Striking this balance raises two practical concerns. First, whether and under what circumstances a company’s preliminary investigation can include witness or suspect interviews and still obtain cooperation credit. Second, to what extent a company is willing to cede control of its own investigative activities and at what stage (and the consequent impact of any HR or ancillary civil actions), in order to facilitate a self-report to the SFO.

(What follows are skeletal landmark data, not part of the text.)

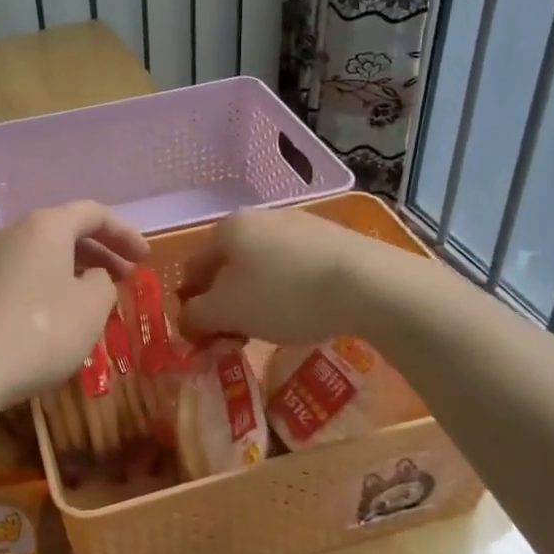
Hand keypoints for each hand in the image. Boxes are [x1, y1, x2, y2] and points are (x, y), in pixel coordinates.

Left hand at [0, 202, 149, 410]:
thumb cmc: (40, 331)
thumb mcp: (91, 308)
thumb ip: (103, 283)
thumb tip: (91, 277)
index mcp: (46, 226)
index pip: (93, 213)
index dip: (124, 233)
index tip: (147, 258)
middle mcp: (14, 231)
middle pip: (65, 230)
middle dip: (101, 251)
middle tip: (126, 276)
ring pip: (43, 252)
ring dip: (75, 268)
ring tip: (96, 296)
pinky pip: (23, 272)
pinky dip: (49, 282)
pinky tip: (59, 312)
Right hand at [178, 206, 379, 345]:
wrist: (368, 283)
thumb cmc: (284, 295)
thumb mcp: (228, 312)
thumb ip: (196, 316)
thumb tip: (185, 320)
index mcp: (227, 229)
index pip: (193, 268)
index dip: (190, 304)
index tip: (203, 336)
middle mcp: (258, 217)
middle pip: (228, 265)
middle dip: (225, 302)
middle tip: (236, 336)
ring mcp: (297, 224)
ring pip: (261, 265)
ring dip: (256, 297)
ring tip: (272, 327)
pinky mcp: (331, 238)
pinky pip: (294, 267)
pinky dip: (288, 290)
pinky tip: (304, 311)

- Consider Privilege Implications From Cooperation
Companies should closely consider the privilege ramifications of any disclosure of material to the SFO , including interview notes or summaries. Under US law, a voluntary waiver for one purpose is generally a waiver for all purposes. Accordingly, any such voluntary disclosure of privileged materials to the SFO could effectuate a broad waiver of the privilege in respect of any documents pertaining to the same subject matter in any ongoing or subsequent US proceeding (whether criminal, administrative, or civil). In other words, witness summaries produced to the SFO would also likely need to be produced in a civil securities or other plaintiffs case in the US. Companies should, in consultation with counsel, carefully consider cross-border exposure before deciding to waive privilege in the context of SFO investigations.
- Consider Benefits of Cooperation
Although the Guidance states that cooperation is a factor in charging decisions (including in respect of whether a company is eligible for a deferred prosecution agreement), it does not provide, with any particularity, the benefits a company can expect to obtain by cooperating. In contrast, the US DOJ FCPA Corporate Enforcement Policy (“DOJ Policy”), which was first issued in November 2017 and since adopted into official DOJ policy, expressly provides a presumption in favour of a declination where there has been: (i) a voluntary self-disclosure; (ii) full cooperation and; (iii) timely and appropriate remediation.[ii] In addition, the DOJ Policy provides for specific reductions in fines (up to 25%) if there has been cooperation and remediation but no voluntary self-disclosure. While the Guidance does helpfully provide companies with the SFO’s view on cooperation, it leaves companies with potentially difficult decisions in the face of uncertain benefits to such cooperation.
The Guidance is a welcome and insightful look at how the SFO evaluates a company’s cooperation. However, companies will continue to wrestle with difficult questions about how best to respond to an SFO investigation, particularly in an increasingly cross-border environment where multiple investigative bodies may be involved.